AIM OF THE TASK:
Below are the records; copy exactly the stretch from the line containing "Road topology of the picture, covering" through the line containing "Digitize the connectivity", both ends included, and nothing else.

AVAILABLE DATA:
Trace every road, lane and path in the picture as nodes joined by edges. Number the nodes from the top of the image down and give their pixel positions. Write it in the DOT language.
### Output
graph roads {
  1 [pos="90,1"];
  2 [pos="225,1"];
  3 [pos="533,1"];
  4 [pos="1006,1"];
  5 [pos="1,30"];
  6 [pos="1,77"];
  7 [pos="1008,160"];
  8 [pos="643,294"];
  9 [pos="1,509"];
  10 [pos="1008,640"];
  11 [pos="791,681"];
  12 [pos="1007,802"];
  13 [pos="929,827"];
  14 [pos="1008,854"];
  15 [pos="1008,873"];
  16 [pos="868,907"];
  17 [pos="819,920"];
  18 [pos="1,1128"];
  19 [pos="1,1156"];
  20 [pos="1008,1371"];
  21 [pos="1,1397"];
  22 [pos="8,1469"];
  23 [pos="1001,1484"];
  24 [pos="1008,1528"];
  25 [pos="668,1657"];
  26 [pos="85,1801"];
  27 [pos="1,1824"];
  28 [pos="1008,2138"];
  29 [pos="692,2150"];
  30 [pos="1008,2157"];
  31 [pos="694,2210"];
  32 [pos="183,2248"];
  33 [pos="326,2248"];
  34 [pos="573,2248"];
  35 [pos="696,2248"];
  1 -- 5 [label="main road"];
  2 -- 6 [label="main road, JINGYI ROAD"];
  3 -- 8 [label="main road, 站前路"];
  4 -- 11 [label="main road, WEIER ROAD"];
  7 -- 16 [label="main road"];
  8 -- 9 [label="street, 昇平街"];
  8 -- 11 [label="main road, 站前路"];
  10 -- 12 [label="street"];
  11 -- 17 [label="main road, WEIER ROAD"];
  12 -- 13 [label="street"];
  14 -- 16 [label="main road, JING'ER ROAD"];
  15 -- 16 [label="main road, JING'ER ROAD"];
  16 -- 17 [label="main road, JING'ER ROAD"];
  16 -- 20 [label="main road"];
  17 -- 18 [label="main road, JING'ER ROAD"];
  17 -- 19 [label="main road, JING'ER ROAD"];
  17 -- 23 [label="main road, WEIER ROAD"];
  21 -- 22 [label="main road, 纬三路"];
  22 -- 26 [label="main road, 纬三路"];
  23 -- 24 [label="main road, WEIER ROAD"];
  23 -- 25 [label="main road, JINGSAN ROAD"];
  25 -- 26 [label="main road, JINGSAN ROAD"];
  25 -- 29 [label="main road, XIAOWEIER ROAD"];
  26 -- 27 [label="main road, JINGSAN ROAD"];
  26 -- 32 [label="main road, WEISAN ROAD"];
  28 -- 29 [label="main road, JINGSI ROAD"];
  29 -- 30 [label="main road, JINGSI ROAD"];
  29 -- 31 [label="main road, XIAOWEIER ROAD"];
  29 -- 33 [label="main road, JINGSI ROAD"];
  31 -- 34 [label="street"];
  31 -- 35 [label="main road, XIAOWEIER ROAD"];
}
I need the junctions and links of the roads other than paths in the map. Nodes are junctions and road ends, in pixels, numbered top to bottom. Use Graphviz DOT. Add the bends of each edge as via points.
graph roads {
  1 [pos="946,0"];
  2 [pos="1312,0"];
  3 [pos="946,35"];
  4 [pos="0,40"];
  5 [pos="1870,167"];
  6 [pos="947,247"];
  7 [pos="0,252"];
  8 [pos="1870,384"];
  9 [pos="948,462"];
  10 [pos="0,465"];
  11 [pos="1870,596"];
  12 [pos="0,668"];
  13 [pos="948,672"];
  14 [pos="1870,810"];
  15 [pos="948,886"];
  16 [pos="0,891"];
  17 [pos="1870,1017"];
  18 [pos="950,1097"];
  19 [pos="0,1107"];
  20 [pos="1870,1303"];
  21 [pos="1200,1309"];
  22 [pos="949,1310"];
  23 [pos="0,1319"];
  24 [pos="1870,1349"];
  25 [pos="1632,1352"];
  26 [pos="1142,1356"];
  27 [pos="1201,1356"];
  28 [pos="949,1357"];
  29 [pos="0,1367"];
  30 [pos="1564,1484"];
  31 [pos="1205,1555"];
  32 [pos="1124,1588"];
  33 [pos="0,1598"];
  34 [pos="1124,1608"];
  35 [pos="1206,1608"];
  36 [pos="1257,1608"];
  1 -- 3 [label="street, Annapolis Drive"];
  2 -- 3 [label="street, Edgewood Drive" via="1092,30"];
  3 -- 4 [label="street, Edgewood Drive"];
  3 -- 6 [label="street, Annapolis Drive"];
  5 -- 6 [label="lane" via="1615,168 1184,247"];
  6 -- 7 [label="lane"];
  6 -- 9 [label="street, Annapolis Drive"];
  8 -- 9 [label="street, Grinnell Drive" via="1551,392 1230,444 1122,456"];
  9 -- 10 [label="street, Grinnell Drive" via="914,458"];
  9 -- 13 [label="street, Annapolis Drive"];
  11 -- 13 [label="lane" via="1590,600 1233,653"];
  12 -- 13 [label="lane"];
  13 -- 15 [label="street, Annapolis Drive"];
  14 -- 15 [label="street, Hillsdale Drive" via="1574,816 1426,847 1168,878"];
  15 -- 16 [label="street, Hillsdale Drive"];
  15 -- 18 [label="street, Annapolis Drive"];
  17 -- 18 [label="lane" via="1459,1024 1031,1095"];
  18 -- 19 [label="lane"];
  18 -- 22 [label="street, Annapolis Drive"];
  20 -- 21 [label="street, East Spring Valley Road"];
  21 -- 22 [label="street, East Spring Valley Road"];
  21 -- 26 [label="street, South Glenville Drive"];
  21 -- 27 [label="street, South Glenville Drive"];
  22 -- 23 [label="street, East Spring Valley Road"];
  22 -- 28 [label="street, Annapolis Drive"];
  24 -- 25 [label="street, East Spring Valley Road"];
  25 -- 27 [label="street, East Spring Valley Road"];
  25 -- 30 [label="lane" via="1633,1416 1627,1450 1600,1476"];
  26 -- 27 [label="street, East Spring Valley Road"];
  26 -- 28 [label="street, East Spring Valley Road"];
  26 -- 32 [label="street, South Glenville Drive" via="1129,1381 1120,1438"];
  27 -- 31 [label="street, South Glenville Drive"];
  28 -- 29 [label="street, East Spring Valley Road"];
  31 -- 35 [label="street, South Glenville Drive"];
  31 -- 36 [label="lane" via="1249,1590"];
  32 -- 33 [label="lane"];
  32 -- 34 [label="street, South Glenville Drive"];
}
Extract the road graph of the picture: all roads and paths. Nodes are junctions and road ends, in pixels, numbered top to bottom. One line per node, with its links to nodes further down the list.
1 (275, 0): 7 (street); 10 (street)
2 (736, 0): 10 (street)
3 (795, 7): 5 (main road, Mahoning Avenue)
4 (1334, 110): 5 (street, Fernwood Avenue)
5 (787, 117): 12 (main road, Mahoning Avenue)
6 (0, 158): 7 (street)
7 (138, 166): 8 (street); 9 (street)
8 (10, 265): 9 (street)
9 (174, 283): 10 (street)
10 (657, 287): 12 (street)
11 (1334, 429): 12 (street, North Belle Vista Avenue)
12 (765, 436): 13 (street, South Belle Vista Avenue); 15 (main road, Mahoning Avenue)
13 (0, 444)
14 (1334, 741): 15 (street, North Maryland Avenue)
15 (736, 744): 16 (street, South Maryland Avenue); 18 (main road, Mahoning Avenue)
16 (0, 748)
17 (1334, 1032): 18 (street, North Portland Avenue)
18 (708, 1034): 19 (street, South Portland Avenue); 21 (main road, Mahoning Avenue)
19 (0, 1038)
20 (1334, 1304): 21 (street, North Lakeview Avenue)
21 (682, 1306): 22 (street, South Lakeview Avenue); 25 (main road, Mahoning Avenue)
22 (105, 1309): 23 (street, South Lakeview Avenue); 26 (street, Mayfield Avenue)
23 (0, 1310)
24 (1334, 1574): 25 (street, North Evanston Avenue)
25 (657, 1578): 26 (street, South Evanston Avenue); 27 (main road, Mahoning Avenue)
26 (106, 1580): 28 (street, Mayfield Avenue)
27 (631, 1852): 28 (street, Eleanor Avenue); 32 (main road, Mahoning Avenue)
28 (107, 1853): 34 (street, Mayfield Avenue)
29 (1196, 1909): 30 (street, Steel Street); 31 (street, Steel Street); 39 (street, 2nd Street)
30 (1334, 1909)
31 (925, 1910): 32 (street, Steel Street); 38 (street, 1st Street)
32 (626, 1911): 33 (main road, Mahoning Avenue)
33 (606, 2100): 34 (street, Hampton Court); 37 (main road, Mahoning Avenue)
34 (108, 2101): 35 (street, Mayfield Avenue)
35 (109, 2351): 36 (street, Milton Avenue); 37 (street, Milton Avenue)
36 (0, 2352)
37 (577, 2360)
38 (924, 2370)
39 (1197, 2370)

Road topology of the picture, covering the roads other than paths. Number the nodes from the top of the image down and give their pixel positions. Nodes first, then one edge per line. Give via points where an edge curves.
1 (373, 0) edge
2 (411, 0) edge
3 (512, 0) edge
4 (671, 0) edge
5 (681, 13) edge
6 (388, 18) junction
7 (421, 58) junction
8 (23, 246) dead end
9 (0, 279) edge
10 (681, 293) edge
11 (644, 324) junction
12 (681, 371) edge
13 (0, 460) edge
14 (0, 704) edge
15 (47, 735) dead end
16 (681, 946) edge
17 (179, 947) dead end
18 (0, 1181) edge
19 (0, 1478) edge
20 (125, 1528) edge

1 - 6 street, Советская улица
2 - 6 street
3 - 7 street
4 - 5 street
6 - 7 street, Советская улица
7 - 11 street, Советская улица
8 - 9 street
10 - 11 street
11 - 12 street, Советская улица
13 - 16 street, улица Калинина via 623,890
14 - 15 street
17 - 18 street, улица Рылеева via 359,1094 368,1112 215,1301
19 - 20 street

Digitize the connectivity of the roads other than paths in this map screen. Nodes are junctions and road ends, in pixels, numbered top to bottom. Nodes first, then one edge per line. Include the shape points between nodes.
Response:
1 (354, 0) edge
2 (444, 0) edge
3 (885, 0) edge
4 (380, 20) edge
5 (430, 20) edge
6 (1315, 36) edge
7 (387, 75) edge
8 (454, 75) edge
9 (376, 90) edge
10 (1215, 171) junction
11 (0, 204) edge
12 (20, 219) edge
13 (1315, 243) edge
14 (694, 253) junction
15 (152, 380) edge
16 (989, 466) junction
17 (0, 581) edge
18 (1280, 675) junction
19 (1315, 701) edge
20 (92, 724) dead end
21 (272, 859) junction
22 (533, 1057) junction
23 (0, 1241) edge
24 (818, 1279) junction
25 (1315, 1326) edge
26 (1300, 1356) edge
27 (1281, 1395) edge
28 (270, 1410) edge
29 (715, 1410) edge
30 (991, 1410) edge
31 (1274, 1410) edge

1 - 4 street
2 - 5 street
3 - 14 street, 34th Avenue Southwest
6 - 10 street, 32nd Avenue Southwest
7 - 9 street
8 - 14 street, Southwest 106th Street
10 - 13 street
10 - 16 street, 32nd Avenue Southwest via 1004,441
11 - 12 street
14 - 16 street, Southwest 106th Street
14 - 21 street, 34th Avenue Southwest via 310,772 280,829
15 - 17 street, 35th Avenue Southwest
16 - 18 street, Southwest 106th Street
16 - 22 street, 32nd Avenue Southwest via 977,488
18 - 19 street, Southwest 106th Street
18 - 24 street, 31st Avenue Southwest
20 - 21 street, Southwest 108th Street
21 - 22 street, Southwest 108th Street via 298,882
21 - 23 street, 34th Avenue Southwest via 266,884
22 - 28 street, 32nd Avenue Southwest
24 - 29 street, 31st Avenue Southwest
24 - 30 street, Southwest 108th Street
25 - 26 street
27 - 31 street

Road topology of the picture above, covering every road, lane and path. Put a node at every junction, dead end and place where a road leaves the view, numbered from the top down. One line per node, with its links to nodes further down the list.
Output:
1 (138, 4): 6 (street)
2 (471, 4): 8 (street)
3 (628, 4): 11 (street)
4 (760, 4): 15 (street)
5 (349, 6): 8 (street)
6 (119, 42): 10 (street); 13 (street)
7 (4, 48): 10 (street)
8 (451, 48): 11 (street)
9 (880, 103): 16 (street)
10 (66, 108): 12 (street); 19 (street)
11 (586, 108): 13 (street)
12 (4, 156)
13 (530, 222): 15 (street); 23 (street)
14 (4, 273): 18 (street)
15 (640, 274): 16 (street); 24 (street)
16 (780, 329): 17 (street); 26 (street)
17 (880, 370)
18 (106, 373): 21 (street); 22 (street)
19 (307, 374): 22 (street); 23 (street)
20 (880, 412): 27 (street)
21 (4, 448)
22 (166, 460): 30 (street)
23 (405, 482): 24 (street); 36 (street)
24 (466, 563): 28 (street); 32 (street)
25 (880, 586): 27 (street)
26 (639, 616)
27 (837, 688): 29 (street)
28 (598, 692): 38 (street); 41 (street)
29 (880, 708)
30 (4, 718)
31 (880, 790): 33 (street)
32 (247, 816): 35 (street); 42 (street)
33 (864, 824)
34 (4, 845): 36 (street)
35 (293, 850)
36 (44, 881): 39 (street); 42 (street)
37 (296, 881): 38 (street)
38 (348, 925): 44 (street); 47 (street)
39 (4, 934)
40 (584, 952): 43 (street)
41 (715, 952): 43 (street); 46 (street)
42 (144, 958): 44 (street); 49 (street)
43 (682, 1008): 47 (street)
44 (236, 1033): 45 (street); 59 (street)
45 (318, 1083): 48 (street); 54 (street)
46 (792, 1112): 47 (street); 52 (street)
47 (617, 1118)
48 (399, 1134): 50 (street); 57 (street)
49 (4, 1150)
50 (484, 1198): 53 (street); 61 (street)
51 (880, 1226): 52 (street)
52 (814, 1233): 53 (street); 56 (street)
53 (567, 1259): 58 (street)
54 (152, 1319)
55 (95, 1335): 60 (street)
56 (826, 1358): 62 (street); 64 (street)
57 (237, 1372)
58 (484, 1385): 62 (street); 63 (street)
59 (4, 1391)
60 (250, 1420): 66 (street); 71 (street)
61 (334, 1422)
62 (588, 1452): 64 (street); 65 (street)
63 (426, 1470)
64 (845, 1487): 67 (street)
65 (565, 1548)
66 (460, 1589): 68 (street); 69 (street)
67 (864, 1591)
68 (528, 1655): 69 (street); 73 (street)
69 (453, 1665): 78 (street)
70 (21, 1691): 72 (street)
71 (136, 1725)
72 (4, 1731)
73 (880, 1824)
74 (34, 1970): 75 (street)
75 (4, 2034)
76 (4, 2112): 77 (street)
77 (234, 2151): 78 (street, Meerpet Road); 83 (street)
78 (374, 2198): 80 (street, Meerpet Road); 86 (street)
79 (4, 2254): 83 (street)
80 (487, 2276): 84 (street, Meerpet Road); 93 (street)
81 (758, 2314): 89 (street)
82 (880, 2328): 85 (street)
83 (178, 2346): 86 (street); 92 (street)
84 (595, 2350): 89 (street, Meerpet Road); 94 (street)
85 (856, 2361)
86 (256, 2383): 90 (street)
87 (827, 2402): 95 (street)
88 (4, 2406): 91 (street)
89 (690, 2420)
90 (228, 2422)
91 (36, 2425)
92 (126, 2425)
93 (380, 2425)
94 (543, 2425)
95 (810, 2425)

THE ANSWER:
Road topology of the picture, covering the roads other than paths. Number the nodes from the top of the image down and give their pixel positions. Nodes first, then one edge per line. Give via points where an edge curves.
1 (373, 0) edge
2 (411, 0) edge
3 (512, 0) edge
4 (671, 0) edge
5 (681, 13) edge
6 (388, 18) junction
7 (421, 58) junction
8 (23, 246) dead end
9 (0, 279) edge
10 (681, 293) edge
11 (644, 324) junction
12 (681, 371) edge
13 (0, 460) edge
14 (0, 704) edge
15 (47, 735) dead end
16 (681, 946) edge
17 (179, 947) dead end
18 (0, 1181) edge
19 (0, 1478) edge
20 (125, 1528) edge

1 - 6 street, Советская улица
2 - 6 street
3 - 7 street
4 - 5 street
6 - 7 street, Советская улица
7 - 11 street, Советская улица
8 - 9 street
10 - 11 street
11 - 12 street, Советская улица
13 - 16 street, улица Калинина via 623,890
14 - 15 street
17 - 18 street, улица Рылеева via 359,1094 368,1112 215,1301
19 - 20 street

Digitize the connectivity of the roads other than paths in this map screen. Nodes are junctions and road ends, in pixels, numbered top to bottom. Nodes first, then one edge per line. Include the shape points between nodes.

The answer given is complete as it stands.